---------- Data for analysis ----------

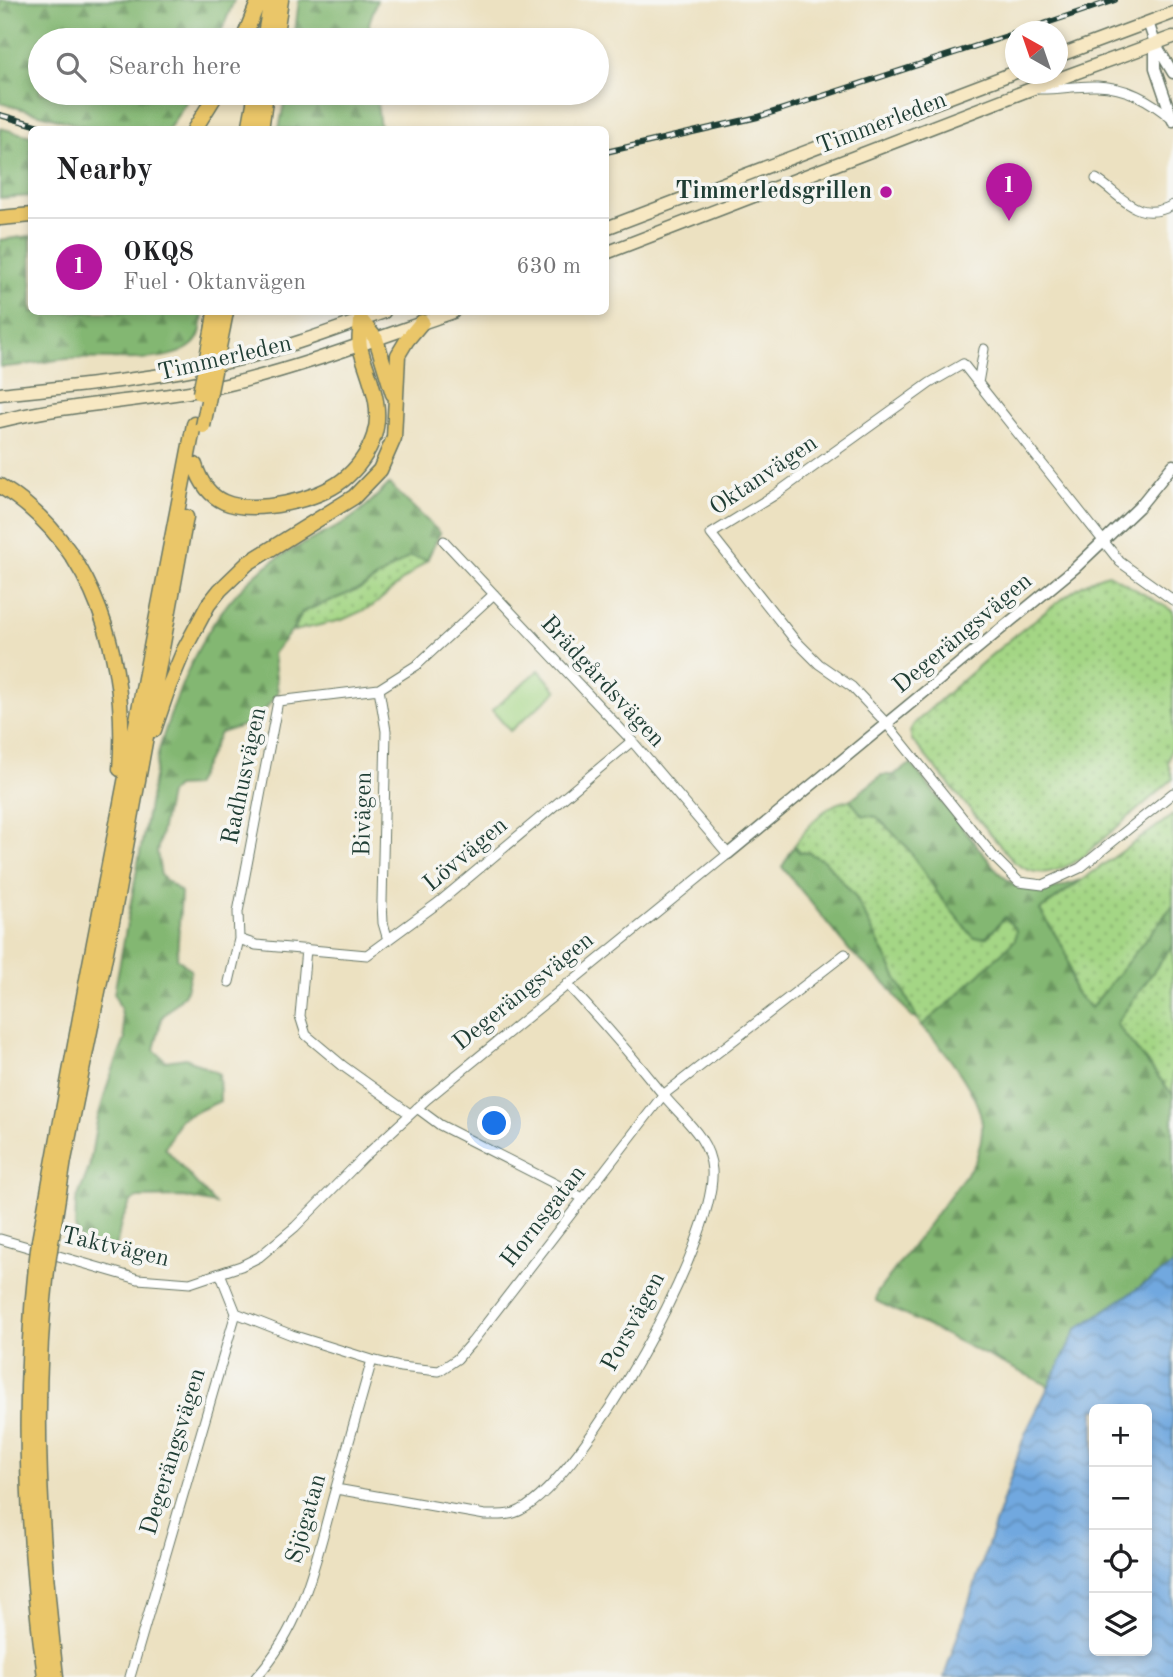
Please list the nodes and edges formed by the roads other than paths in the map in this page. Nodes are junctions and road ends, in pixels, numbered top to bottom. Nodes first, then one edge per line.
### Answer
1 (259, 0) edge
2 (271, 0) edge
3 (281, 0) edge
4 (1173, 13) edge
5 (1148, 22) junction
6 (248, 28) edge
7 (266, 28) edge
8 (277, 28) edge
9 (1173, 37) edge
10 (1155, 43) junction
11 (1068, 52) edge
12 (1173, 73) edge
13 (1005, 76) edge
14 (1031, 89) junction
15 (210, 105) edge
16 (254, 105) edge
17 (265, 105) edge
18 (1173, 120) edge
19 (196, 126) edge
20 (250, 126) edge
21 (262, 126) edge
22 (1096, 179) dead end
23 (1173, 205) edge
24 (28, 215) edge
25 (0, 218) edge
26 (609, 227) edge
27 (609, 252) edge
28 (375, 315) edge
29 (444, 315) edge
30 (361, 320) junction
31 (217, 321) edge
32 (422, 322) junction
33 (376, 339) junction
34 (359, 345) junction
35 (984, 349) dead end
36 (978, 383) junction
37 (0, 394) edge
38 (395, 406) junction
39 (0, 421) edge
40 (199, 425) junction
41 (195, 465) junction
42 (1173, 465) edge
43 (0, 486) edge
44 (444, 541) dead end
45 (1102, 542) junction
46 (494, 594) junction
47 (1173, 600) edge
48 (379, 689) junction
49 (887, 724) junction
50 (632, 741) junction
51 (1173, 793) edge
52 (128, 830) junction
53 (728, 854) junction
54 (110, 861) junction
55 (239, 939) junction
56 (388, 940) junction
57 (306, 949) junction
58 (845, 954) dead end
59 (229, 982) dead end
60 (567, 984) junction
61 (663, 1095) junction
62 (414, 1111) junction
63 (583, 1198) junction
64 (0, 1239) edge
65 (45, 1242) junction
66 (42, 1268) junction
67 (220, 1273) junction
68 (236, 1313) junction
69 (372, 1360) junction
70 (336, 1489) junction
71 (45, 1677) edge
72 (56, 1677) edge
73 (130, 1677) edge
74 (256, 1677) edge

1 - 6 highway
2 - 7 highway
3 - 8 highway
4 - 5 main road
5 - 10 street
5 - 11 main road
9 - 10 main road, Timmerleden
10 - 12 street
10 - 14 main road, Timmerleden
10 - 18 street
13 - 26 main road, Timmerleden
14 - 18 street
14 - 27 main road, Timmerleden
15 - 19 highway
16 - 20 highway
17 - 21 highway
22 - 23 street
24 - 25 highway
28 - 30 main road, Timmerleden
29 - 32 main road, Timmerleden
30 - 33 highway
30 - 34 highway
30 - 37 main road, Timmerleden
31 - 40 highway, bridge
32 - 33 main road, Timmerleden
32 - 38 highway
33 - 34 main road, Timmerleden
33 - 38 highway
34 - 39 main road, Timmerleden
34 - 41 highway
35 - 36 street
36 - 45 street, Oktanvägen
36 - 49 street, Oktanvägen
38 - 52 highway
40 - 41 highway
40 - 54 highway
41 - 52 highway
42 - 45 street, Degerängsvägen
43 - 54 highway
44 - 46 street, Brädgårdsvägen
45 - 47 street, Oktanvägen
45 - 49 street, Degerängsvägen
46 - 48 street, Radhusvägen
46 - 50 street, Brädgårdsvägen
48 - 55 street, Radhusvägen
48 - 56 street, Bivägen
49 - 51 street
49 - 53 street, Degerängsvägen
50 - 53 street, Brädgårdsvägen
50 - 56 street, Lövvägen
52 - 65 highway
53 - 60 street, Degerängsvägen
54 - 65 highway
55 - 57 street
55 - 59 street, Radhusvägen
56 - 57 street, Lövvägen
57 - 62 street
58 - 61 street, Hornsgatan
60 - 61 street, Porsvägen
60 - 62 street, Degerängsvägen
61 - 63 street, Hornsgatan
61 - 70 street, Porsvägen
62 - 63 street
62 - 67 street, Degerängsvägen
63 - 69 street, Hornsgatan
64 - 67 street, Taktvägen
65 - 66 highway, bridge
66 - 71 highway
66 - 72 highway
67 - 68 street
68 - 69 street, Hornsgatan
68 - 73 street, Degerängsvägen
69 - 70 street, Sjögatan
70 - 74 street, Sjögatan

----------

-- Task --
Identify each line in the records above that contains the word "Degerängsvägen", and copy it out in full.

-- Response to this exercise --
42 - 45 street, Degerängsvägen
45 - 49 street, Degerängsvägen
49 - 53 street, Degerängsvägen
53 - 60 street, Degerängsvägen
60 - 62 street, Degerängsvägen
62 - 67 street, Degerängsvägen
68 - 73 street, Degerängsvägen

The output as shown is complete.